• WORK TO COMPLETE:
Could every line of the data be printed exactly as it reads?
>>>>>
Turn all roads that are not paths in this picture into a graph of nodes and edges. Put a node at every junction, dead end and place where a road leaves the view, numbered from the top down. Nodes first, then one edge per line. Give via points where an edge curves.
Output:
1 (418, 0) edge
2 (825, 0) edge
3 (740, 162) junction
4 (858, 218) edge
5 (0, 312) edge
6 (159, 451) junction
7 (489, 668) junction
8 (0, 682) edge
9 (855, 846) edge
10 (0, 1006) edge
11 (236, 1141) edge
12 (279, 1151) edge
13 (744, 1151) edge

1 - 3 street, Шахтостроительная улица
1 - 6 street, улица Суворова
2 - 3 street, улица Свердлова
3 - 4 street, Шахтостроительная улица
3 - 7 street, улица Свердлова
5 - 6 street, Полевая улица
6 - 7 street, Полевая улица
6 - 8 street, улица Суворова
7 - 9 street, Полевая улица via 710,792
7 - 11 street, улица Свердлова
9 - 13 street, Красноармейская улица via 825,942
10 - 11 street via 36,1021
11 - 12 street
<<<<<
• RESULT OF THE EXERCISE:
Turn all roads that are not paths in this picture into a graph of nodes and edges. Put a node at every junction, dead end and place where a road leaves the view, numbered from the top down. Nodes first, then one edge per line. Give via points where an edge curves.
Output:
1 (418, 0) edge
2 (825, 0) edge
3 (740, 162) junction
4 (858, 218) edge
5 (0, 312) edge
6 (159, 451) junction
7 (489, 668) junction
8 (0, 682) edge
9 (855, 846) edge
10 (0, 1006) edge
11 (236, 1141) edge
12 (279, 1151) edge
13 (744, 1151) edge

1 - 3 street, Шахтостроительная улица
1 - 6 street, улица Суворова
2 - 3 street, улица Свердлова
3 - 4 street, Шахтостроительная улица
3 - 7 street, улица Свердлова
5 - 6 street, Полевая улица
6 - 7 street, Полевая улица
6 - 8 street, улица Суворова
7 - 9 street, Полевая улица via 710,792
7 - 11 street, улица Свердлова
9 - 13 street, Красноармейская улица via 825,942
10 - 11 street via 36,1021
11 - 12 street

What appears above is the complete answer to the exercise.